The full set of records is to be reproduced verbatim.

=== Begin Enclosure ===

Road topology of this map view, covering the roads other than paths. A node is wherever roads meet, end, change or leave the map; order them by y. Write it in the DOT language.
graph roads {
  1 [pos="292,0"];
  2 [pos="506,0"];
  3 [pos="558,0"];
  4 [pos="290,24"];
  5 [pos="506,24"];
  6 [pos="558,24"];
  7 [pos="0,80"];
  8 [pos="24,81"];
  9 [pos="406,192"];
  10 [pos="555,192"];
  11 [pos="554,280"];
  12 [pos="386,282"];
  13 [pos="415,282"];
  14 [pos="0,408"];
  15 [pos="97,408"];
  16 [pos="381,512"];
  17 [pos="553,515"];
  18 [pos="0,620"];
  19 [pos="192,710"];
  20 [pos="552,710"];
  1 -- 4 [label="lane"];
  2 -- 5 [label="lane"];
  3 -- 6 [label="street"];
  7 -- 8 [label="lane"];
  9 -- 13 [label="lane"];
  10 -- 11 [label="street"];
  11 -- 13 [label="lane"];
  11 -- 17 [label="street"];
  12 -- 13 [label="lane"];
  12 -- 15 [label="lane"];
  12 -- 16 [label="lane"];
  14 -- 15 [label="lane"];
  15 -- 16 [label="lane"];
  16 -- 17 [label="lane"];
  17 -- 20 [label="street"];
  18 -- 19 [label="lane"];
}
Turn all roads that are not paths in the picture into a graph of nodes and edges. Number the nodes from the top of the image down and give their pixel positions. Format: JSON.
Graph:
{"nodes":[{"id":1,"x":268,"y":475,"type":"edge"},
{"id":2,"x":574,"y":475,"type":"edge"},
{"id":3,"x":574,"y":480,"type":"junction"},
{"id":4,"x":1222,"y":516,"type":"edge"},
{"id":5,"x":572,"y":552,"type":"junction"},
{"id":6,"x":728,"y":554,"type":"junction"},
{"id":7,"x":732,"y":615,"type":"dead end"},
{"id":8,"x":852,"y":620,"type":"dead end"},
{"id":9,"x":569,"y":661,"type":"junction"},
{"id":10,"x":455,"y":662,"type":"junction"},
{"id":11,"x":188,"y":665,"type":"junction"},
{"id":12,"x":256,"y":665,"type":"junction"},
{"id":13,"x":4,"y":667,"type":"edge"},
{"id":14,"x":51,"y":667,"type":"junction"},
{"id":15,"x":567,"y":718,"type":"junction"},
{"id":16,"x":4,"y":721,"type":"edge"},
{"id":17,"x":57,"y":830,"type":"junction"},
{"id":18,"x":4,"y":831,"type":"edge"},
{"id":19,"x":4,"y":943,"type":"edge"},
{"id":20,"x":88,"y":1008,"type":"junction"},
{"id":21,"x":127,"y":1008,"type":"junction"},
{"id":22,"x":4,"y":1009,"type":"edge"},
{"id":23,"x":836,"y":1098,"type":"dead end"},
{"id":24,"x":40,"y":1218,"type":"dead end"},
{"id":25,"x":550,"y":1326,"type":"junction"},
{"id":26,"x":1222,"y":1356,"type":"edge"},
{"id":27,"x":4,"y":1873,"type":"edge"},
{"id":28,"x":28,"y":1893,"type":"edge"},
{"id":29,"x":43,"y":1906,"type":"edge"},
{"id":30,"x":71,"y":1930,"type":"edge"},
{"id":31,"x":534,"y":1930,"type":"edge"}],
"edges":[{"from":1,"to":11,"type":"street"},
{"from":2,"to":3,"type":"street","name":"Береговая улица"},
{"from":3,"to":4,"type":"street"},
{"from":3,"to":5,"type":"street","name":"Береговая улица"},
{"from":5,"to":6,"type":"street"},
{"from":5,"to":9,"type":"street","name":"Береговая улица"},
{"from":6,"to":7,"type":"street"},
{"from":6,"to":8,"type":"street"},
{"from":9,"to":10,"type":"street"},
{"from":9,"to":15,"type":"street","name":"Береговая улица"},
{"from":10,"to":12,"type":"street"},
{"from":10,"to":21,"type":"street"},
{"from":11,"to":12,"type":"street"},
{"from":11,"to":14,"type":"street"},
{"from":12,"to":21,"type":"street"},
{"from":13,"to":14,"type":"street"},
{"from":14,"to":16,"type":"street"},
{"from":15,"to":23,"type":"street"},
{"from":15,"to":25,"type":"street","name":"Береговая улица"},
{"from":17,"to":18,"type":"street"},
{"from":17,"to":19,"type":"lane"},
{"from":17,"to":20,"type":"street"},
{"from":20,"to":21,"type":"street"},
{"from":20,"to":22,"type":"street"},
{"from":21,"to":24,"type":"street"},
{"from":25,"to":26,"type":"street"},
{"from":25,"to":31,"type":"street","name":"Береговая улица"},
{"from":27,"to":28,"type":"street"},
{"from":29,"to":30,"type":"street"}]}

=== End Enclosure ===

> **WRITTEN ANSWER**
Road topology of this map view, covering the roads other than paths. A node is wherever roads meet, end, change or leave the map; order them by y. Write it in the DOT language.
graph roads {
  1 [pos="292,0"];
  2 [pos="506,0"];
  3 [pos="558,0"];
  4 [pos="290,24"];
  5 [pos="506,24"];
  6 [pos="558,24"];
  7 [pos="0,80"];
  8 [pos="24,81"];
  9 [pos="406,192"];
  10 [pos="555,192"];
  11 [pos="554,280"];
  12 [pos="386,282"];
  13 [pos="415,282"];
  14 [pos="0,408"];
  15 [pos="97,408"];
  16 [pos="381,512"];
  17 [pos="553,515"];
  18 [pos="0,620"];
  19 [pos="192,710"];
  20 [pos="552,710"];
  1 -- 4 [label="lane"];
  2 -- 5 [label="lane"];
  3 -- 6 [label="street"];
  7 -- 8 [label="lane"];
  9 -- 13 [label="lane"];
  10 -- 11 [label="street"];
  11 -- 13 [label="lane"];
  11 -- 17 [label="street"];
  12 -- 13 [label="lane"];
  12 -- 15 [label="lane"];
  12 -- 16 [label="lane"];
  14 -- 15 [label="lane"];
  15 -- 16 [label="lane"];
  16 -- 17 [label="lane"];
  17 -- 20 [label="street"];
  18 -- 19 [label="lane"];
}
Turn all roads that are not paths in the picture into a graph of nodes and edges. Number the nodes from the top of the image down and give their pixel positions. Format: JSON.
Graph:
{"nodes":[{"id":1,"x":268,"y":475,"type":"edge"},
{"id":2,"x":574,"y":475,"type":"edge"},
{"id":3,"x":574,"y":480,"type":"junction"},
{"id":4,"x":1222,"y":516,"type":"edge"},
{"id":5,"x":572,"y":552,"type":"junction"},
{"id":6,"x":728,"y":554,"type":"junction"},
{"id":7,"x":732,"y":615,"type":"dead end"},
{"id":8,"x":852,"y":620,"type":"dead end"},
{"id":9,"x":569,"y":661,"type":"junction"},
{"id":10,"x":455,"y":662,"type":"junction"},
{"id":11,"x":188,"y":665,"type":"junction"},
{"id":12,"x":256,"y":665,"type":"junction"},
{"id":13,"x":4,"y":667,"type":"edge"},
{"id":14,"x":51,"y":667,"type":"junction"},
{"id":15,"x":567,"y":718,"type":"junction"},
{"id":16,"x":4,"y":721,"type":"edge"},
{"id":17,"x":57,"y":830,"type":"junction"},
{"id":18,"x":4,"y":831,"type":"edge"},
{"id":19,"x":4,"y":943,"type":"edge"},
{"id":20,"x":88,"y":1008,"type":"junction"},
{"id":21,"x":127,"y":1008,"type":"junction"},
{"id":22,"x":4,"y":1009,"type":"edge"},
{"id":23,"x":836,"y":1098,"type":"dead end"},
{"id":24,"x":40,"y":1218,"type":"dead end"},
{"id":25,"x":550,"y":1326,"type":"junction"},
{"id":26,"x":1222,"y":1356,"type":"edge"},
{"id":27,"x":4,"y":1873,"type":"edge"},
{"id":28,"x":28,"y":1893,"type":"edge"},
{"id":29,"x":43,"y":1906,"type":"edge"},
{"id":30,"x":71,"y":1930,"type":"edge"},
{"id":31,"x":534,"y":1930,"type":"edge"}],
"edges":[{"from":1,"to":11,"type":"street"},
{"from":2,"to":3,"type":"street","name":"Береговая улица"},
{"from":3,"to":4,"type":"street"},
{"from":3,"to":5,"type":"street","name":"Береговая улица"},
{"from":5,"to":6,"type":"street"},
{"from":5,"to":9,"type":"street","name":"Береговая улица"},
{"from":6,"to":7,"type":"street"},
{"from":6,"to":8,"type":"street"},
{"from":9,"to":10,"type":"street"},
{"from":9,"to":15,"type":"street","name":"Береговая улица"},
{"from":10,"to":12,"type":"street"},
{"from":10,"to":21,"type":"street"},
{"from":11,"to":12,"type":"street"},
{"from":11,"to":14,"type":"street"},
{"from":12,"to":21,"type":"street"},
{"from":13,"to":14,"type":"street"},
{"from":14,"to":16,"type":"street"},
{"from":15,"to":23,"type":"street"},
{"from":15,"to":25,"type":"street","name":"Береговая улица"},
{"from":17,"to":18,"type":"street"},
{"from":17,"to":19,"type":"lane"},
{"from":17,"to":20,"type":"street"},
{"from":20,"to":21,"type":"street"},
{"from":20,"to":22,"type":"street"},
{"from":21,"to":24,"type":"street"},
{"from":25,"to":26,"type":"street"},
{"from":25,"to":31,"type":"street","name":"Береговая улица"},
{"from":27,"to":28,"type":"street"},
{"from":29,"to":30,"type":"street"}]}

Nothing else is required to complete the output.